In a second response to my piece, Jonathan Peter Schwartz argues that my claim that "the ecological footprint strategy as an 'end-state' solution profoundly misses the point". His claim is that those most beyond their means are in affluent states that contribute most to the climate change-related harms that will be suffered by those in poorer states. We therefore should aim for a "sustainable global economy" to help buy ourselves more time "to effectively pursue the adaption strategy Brooks' advocates".
In reply, it is worth noting that my criticism of the ecological footprint strategy took more than one form. I argued that a one-size-fits-all footprint does not treat all countries equally (some will have greater or lesser research needs depending on local climates) or fairly (some individuals over a lifetime will require different footprints).
I also noted - and left out by Schwartz - that locking all countries into the same sized footprint will allow some countries (namely, the most affluent) to solidify their global position of power over others (namely, the most poor) because more wealthy states are better placed to exploit such conditions to their benefit. The implication is keeping ourselves within a sufficiently small one-size-fits-all footprint might prolong a sustainable future (versus where we are headed now), but the rich will become better off than the poor.
The mistake is thinking that this will be a sustainable future. I am clearly in favour of BOTH conservationism AND adaptation: my central criticisms focus on those who think we can choose one over the other. And this seems a problem with Schwartz's view: he notes "with several hundred to thousands of years to pursue adaption research and strategies" - I'm less convinced an ecological footprint can deliver it and doubtful a sustainable economy is an easy fit with this footprint without hearing more about what he has in mind.
In a third response to my article, Ben Mylius argues for a process-centred approach to thinking about climate change. I'm unsure we disagree about that. I can see why Mylius thought of my critique of end-state solutions as a kind of "outmoded Hegelian idea" about some kind of end of history given my previous work on Hegel's philosophy -- although actually I had Robert Nozick in mind and his critique of Rawls's theory of distributive justice.

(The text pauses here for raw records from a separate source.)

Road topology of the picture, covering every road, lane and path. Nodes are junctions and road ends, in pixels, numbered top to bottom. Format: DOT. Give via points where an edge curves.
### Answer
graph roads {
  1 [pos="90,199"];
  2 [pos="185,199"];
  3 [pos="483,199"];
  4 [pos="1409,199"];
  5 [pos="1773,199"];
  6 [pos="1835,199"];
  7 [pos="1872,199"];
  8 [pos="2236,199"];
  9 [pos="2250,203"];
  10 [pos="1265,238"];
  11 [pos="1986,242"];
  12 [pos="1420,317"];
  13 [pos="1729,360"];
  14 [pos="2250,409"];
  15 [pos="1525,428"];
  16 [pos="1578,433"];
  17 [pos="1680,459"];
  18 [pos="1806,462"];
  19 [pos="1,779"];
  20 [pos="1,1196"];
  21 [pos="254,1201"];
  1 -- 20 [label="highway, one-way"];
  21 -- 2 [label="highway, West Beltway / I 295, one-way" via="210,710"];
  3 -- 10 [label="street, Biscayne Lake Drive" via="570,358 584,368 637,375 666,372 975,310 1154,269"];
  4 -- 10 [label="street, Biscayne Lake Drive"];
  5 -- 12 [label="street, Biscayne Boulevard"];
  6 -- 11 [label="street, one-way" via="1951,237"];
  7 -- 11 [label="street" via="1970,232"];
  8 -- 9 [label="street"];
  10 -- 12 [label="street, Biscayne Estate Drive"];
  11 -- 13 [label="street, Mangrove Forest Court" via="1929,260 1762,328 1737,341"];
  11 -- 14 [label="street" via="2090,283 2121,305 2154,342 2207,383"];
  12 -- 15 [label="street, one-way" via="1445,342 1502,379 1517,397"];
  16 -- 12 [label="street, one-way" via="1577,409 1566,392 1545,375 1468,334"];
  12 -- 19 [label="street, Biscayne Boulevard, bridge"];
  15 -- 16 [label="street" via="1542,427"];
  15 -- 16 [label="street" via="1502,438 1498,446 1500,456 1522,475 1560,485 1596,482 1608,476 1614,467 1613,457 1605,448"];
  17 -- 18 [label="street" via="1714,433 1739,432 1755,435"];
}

But I don't see where his analysis builds off of mine. I am clear that thinking there is some one goal or end-state of affairs is misleading - and potentially dangerous - thinking given that the climate is constantly changing even if there were not human beings.
The fourth and final response is by Clement Loo and he also argued for a process-based framework. We are clearly in agreement here ("Brooks convincingly makes the case that the current arguments for climate mitigation and adaptation fail".) Loo endorses a reparative view of climate change and his account, if brief, is highly interesting with much to be said for it.
I accept there is an intuitively attractive case to be made for those who contribute to the harms others suffer from should contribute to some kind of response like repair. Where I am less certain is the precise nature of the response (economic? punishment? something else?) and how any moral intuitions we have can be employed into a compelling policy framework. Loo accepts this and so my main reply to his thoughtful piece is I'd like to see more - and may well agree with where he takes the argument. But we must see it fully developed to make that judgement.
In short, it is a pleasure to receive such reflective and insightful critiques of my work on climate change (originally written as a response to papers on the topic delivered at Newcastle University during my time there that I disagreed with - my paper systematizes my similar responses over the years).